EXERCISE BRIEF: Leave out the images; return the rest of the data exactly.

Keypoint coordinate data
==================================================
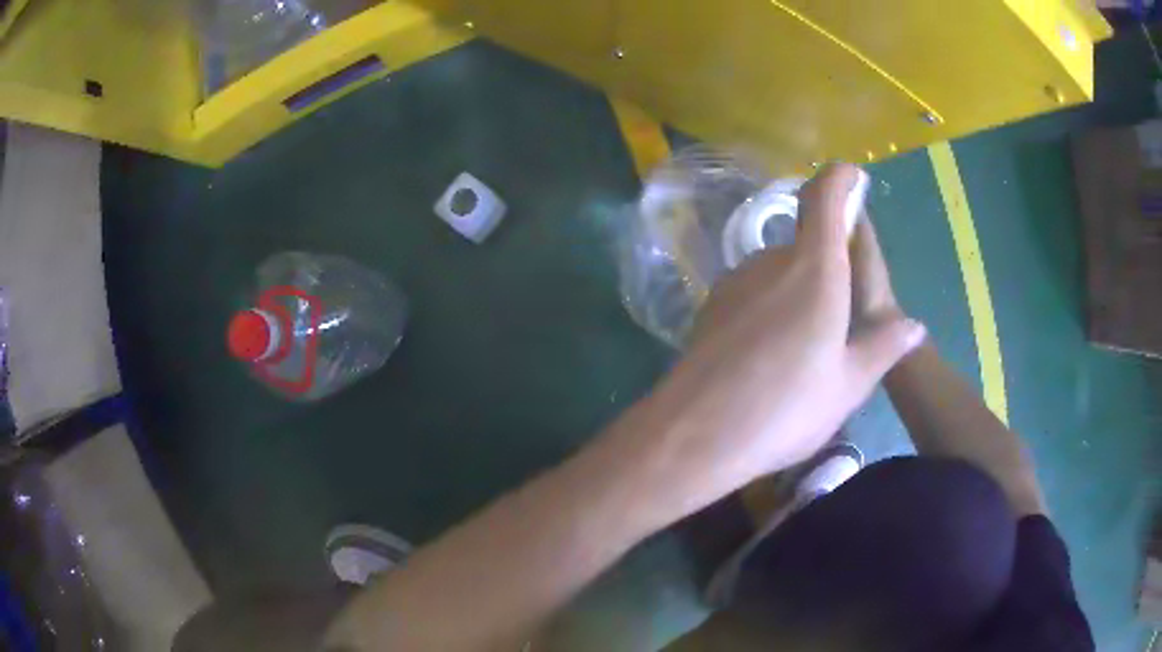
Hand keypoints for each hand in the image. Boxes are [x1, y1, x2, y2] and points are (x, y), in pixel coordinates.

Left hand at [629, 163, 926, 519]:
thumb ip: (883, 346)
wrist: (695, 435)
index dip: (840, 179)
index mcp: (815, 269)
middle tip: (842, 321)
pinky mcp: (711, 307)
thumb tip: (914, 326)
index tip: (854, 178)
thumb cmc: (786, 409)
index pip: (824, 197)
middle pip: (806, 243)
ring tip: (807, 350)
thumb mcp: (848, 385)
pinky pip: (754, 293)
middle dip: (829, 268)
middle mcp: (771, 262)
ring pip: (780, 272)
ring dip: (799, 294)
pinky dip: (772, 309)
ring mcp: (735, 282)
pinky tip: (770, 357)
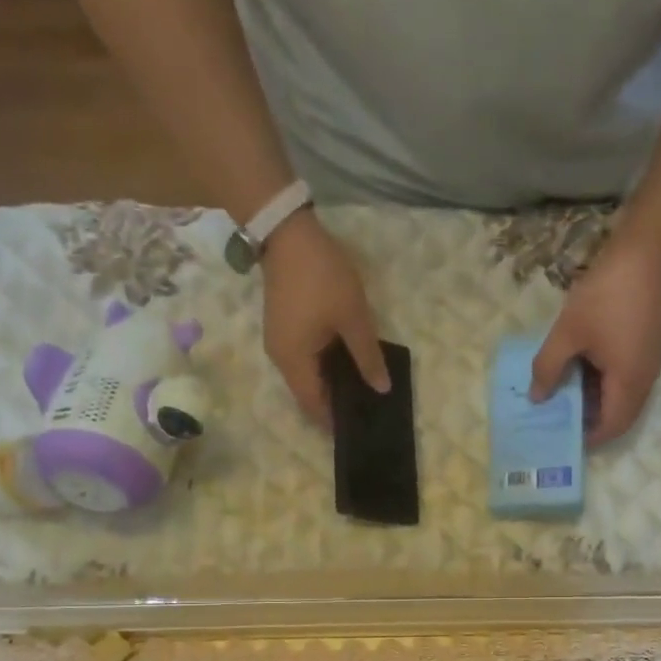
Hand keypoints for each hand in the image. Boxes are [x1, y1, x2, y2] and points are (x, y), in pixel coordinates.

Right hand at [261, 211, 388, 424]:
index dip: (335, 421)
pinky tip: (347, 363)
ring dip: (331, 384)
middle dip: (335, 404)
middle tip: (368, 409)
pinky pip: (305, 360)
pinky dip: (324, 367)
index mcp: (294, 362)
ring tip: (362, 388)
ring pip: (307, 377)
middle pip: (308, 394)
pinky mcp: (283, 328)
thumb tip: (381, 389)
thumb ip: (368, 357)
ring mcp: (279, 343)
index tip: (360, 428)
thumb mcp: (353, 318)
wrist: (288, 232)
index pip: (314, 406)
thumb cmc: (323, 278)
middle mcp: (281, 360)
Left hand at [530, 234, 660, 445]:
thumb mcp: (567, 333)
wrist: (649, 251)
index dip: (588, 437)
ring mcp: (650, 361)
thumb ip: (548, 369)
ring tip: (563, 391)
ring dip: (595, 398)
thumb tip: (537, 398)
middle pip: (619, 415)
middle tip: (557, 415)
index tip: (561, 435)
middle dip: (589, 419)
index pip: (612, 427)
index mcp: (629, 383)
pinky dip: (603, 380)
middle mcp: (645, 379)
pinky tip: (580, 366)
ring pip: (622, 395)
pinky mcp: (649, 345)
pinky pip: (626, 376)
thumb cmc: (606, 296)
==================================================
RESPONSE FOR THIS EXERCISE:
Hand keypoints for each hand in the image. Boxes are [x1, y1, x2, y2] and points are (x, y), in pixel coordinates.

Left hand at [629, 163, 926, 519]:
thumb ip: (883, 346)
wrist: (695, 435)
index dip: (840, 179)
index mcp: (815, 269)
middle tip: (842, 321)
pinky mcp: (711, 307)
thumb tip: (914, 326)
index tip: (854, 178)
thumb cmc: (786, 409)
index pip: (824, 197)
middle pip: (806, 243)
ring tip: (807, 350)
thumb mcp: (848, 385)
pinky pip: (754, 293)
middle dip: (829, 268)
middle mcp: (771, 262)
ring pip: (780, 272)
ring dip: (799, 294)
pinky dip: (772, 309)
ring mcp: (735, 282)
pinky tip: (770, 357)
Hand keypoints for each hand in the image. Boxes are [x1, y1, x2, y2] and points are (x, y), in pixel coordinates.

Right hand at [261, 211, 388, 424]:
index dip: (335, 421)
pinky tip: (347, 363)
ring dip: (331, 384)
middle dip: (335, 404)
middle tip: (368, 409)
pinky pip: (305, 360)
pinky dip: (324, 367)
index mcp: (294, 362)
ring tip: (362, 388)
ring pip: (307, 377)
middle pip: (308, 394)
pinky mcp: (283, 328)
thumb tip: (381, 389)
thumb ip: (368, 357)
ring mcp: (279, 343)
index tip: (360, 428)
thumb mcp: (353, 318)
wrist: (288, 232)
index pip: (314, 406)
thumb cmc: (323, 278)
middle mcp: (281, 360)
Left hand at [530, 234, 660, 445]:
thumb mcp: (567, 333)
wrist: (649, 251)
index dip: (588, 437)
ring mcp: (650, 361)
thumb ip: (548, 369)
ring tip: (563, 391)
ring dip: (595, 398)
thumb tip: (537, 398)
middle pip: (619, 415)
middle tip: (557, 415)
index tip: (561, 435)
middle dip: (589, 419)
index pip: (612, 427)
index mcp: (629, 383)
pinky dip: (603, 380)
middle mcp: (645, 379)
pinky tip: (580, 366)
ring pip: (622, 395)
pinky mcp: (649, 345)
pinky pip: (626, 376)
thumb cmc: (606, 296)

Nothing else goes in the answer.